**EXERCISE DATA**
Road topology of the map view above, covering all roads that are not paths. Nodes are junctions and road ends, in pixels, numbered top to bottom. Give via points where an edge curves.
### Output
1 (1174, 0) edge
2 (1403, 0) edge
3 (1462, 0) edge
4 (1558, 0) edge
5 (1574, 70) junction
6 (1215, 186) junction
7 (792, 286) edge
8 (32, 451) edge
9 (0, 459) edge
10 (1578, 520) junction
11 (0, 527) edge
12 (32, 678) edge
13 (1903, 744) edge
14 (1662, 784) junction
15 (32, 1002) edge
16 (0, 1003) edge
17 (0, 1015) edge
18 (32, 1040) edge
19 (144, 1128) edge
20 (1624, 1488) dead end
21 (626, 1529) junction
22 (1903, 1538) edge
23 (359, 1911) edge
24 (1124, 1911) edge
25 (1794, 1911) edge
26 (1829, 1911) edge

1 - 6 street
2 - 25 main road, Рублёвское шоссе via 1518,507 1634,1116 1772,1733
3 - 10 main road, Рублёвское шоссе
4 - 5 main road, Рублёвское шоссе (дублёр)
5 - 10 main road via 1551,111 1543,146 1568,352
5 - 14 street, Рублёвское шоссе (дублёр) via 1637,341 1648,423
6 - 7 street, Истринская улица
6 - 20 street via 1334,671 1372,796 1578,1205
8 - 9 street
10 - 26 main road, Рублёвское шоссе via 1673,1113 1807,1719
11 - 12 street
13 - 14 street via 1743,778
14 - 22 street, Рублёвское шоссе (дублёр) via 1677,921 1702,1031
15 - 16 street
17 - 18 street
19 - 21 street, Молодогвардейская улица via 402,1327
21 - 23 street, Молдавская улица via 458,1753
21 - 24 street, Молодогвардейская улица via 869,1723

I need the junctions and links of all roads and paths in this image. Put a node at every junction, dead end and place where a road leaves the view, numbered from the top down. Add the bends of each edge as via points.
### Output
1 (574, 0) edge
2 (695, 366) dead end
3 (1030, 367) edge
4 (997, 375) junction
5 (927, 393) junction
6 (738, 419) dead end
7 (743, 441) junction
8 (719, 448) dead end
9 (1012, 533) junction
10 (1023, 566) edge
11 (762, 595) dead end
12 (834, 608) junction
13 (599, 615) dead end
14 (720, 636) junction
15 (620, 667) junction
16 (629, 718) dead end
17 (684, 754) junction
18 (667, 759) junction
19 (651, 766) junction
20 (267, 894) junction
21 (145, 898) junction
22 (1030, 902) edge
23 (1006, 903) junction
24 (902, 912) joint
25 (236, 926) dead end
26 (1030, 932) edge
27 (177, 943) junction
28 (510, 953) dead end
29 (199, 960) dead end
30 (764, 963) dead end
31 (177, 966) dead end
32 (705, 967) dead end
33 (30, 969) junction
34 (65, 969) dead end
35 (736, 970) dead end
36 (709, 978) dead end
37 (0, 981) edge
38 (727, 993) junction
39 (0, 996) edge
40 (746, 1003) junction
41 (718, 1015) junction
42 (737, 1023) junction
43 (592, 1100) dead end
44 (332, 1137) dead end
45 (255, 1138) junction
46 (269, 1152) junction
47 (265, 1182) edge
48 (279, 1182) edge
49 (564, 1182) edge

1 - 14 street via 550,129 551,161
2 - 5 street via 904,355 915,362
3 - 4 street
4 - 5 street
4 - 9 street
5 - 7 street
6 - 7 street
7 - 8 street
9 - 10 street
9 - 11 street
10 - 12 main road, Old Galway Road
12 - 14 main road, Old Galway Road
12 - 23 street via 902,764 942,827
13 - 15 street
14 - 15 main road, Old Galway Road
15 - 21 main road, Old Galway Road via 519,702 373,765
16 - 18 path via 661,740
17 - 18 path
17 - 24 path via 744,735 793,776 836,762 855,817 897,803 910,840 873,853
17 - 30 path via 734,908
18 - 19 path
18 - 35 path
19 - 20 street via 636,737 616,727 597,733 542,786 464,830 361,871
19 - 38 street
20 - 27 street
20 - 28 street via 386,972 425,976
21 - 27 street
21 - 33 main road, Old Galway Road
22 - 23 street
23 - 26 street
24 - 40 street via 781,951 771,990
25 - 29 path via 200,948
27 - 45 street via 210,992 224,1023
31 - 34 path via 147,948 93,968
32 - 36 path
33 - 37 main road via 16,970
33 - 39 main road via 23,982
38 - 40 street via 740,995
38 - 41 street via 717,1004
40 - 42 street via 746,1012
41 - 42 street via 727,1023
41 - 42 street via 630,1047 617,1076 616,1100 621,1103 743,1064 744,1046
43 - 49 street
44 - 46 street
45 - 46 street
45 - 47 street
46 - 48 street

**WHAT IS EXPECTED**
Please repeat the entries above exactly as they read.

**YOUR RESPONSE**
Road topology of the map view above, covering all roads that are not paths. Nodes are junctions and road ends, in pixels, numbered top to bottom. Give via points where an edge curves.
### Output
1 (1174, 0) edge
2 (1403, 0) edge
3 (1462, 0) edge
4 (1558, 0) edge
5 (1574, 70) junction
6 (1215, 186) junction
7 (792, 286) edge
8 (32, 451) edge
9 (0, 459) edge
10 (1578, 520) junction
11 (0, 527) edge
12 (32, 678) edge
13 (1903, 744) edge
14 (1662, 784) junction
15 (32, 1002) edge
16 (0, 1003) edge
17 (0, 1015) edge
18 (32, 1040) edge
19 (144, 1128) edge
20 (1624, 1488) dead end
21 (626, 1529) junction
22 (1903, 1538) edge
23 (359, 1911) edge
24 (1124, 1911) edge
25 (1794, 1911) edge
26 (1829, 1911) edge

1 - 6 street
2 - 25 main road, Рублёвское шоссе via 1518,507 1634,1116 1772,1733
3 - 10 main road, Рублёвское шоссе
4 - 5 main road, Рублёвское шоссе (дублёр)
5 - 10 main road via 1551,111 1543,146 1568,352
5 - 14 street, Рублёвское шоссе (дублёр) via 1637,341 1648,423
6 - 7 street, Истринская улица
6 - 20 street via 1334,671 1372,796 1578,1205
8 - 9 street
10 - 26 main road, Рублёвское шоссе via 1673,1113 1807,1719
11 - 12 street
13 - 14 street via 1743,778
14 - 22 street, Рублёвское шоссе (дублёр) via 1677,921 1702,1031
15 - 16 street
17 - 18 street
19 - 21 street, Молодогвардейская улица via 402,1327
21 - 23 street, Молдавская улица via 458,1753
21 - 24 street, Молодогвардейская улица via 869,1723

I need the junctions and links of all roads and paths in this image. Put a node at every junction, dead end and place where a road leaves the view, numbered from the top down. Add the bends of each edge as via points.
### Output
1 (574, 0) edge
2 (695, 366) dead end
3 (1030, 367) edge
4 (997, 375) junction
5 (927, 393) junction
6 (738, 419) dead end
7 (743, 441) junction
8 (719, 448) dead end
9 (1012, 533) junction
10 (1023, 566) edge
11 (762, 595) dead end
12 (834, 608) junction
13 (599, 615) dead end
14 (720, 636) junction
15 (620, 667) junction
16 (629, 718) dead end
17 (684, 754) junction
18 (667, 759) junction
19 (651, 766) junction
20 (267, 894) junction
21 (145, 898) junction
22 (1030, 902) edge
23 (1006, 903) junction
24 (902, 912) joint
25 (236, 926) dead end
26 (1030, 932) edge
27 (177, 943) junction
28 (510, 953) dead end
29 (199, 960) dead end
30 (764, 963) dead end
31 (177, 966) dead end
32 (705, 967) dead end
33 (30, 969) junction
34 (65, 969) dead end
35 (736, 970) dead end
36 (709, 978) dead end
37 (0, 981) edge
38 (727, 993) junction
39 (0, 996) edge
40 (746, 1003) junction
41 (718, 1015) junction
42 (737, 1023) junction
43 (592, 1100) dead end
44 (332, 1137) dead end
45 (255, 1138) junction
46 (269, 1152) junction
47 (265, 1182) edge
48 (279, 1182) edge
49 (564, 1182) edge

1 - 14 street via 550,129 551,161
2 - 5 street via 904,355 915,362
3 - 4 street
4 - 5 street
4 - 9 street
5 - 7 street
6 - 7 street
7 - 8 street
9 - 10 street
9 - 11 street
10 - 12 main road, Old Galway Road
12 - 14 main road, Old Galway Road
12 - 23 street via 902,764 942,827
13 - 15 street
14 - 15 main road, Old Galway Road
15 - 21 main road, Old Galway Road via 519,702 373,765
16 - 18 path via 661,740
17 - 18 path
17 - 24 path via 744,735 793,776 836,762 855,817 897,803 910,840 873,853
17 - 30 path via 734,908
18 - 19 path
18 - 35 path
19 - 20 street via 636,737 616,727 597,733 542,786 464,830 361,871
19 - 38 street
20 - 27 street
20 - 28 street via 386,972 425,976
21 - 27 street
21 - 33 main road, Old Galway Road
22 - 23 street
23 - 26 street
24 - 40 street via 781,951 771,990
25 - 29 path via 200,948
27 - 45 street via 210,992 224,1023
31 - 34 path via 147,948 93,968
32 - 36 path
33 - 37 main road via 16,970
33 - 39 main road via 23,982
38 - 40 street via 740,995
38 - 41 street via 717,1004
40 - 42 street via 746,1012
41 - 42 street via 727,1023
41 - 42 street via 630,1047 617,1076 616,1100 621,1103 743,1064 744,1046
43 - 49 street
44 - 46 street
45 - 46 street
45 - 47 street
46 - 48 street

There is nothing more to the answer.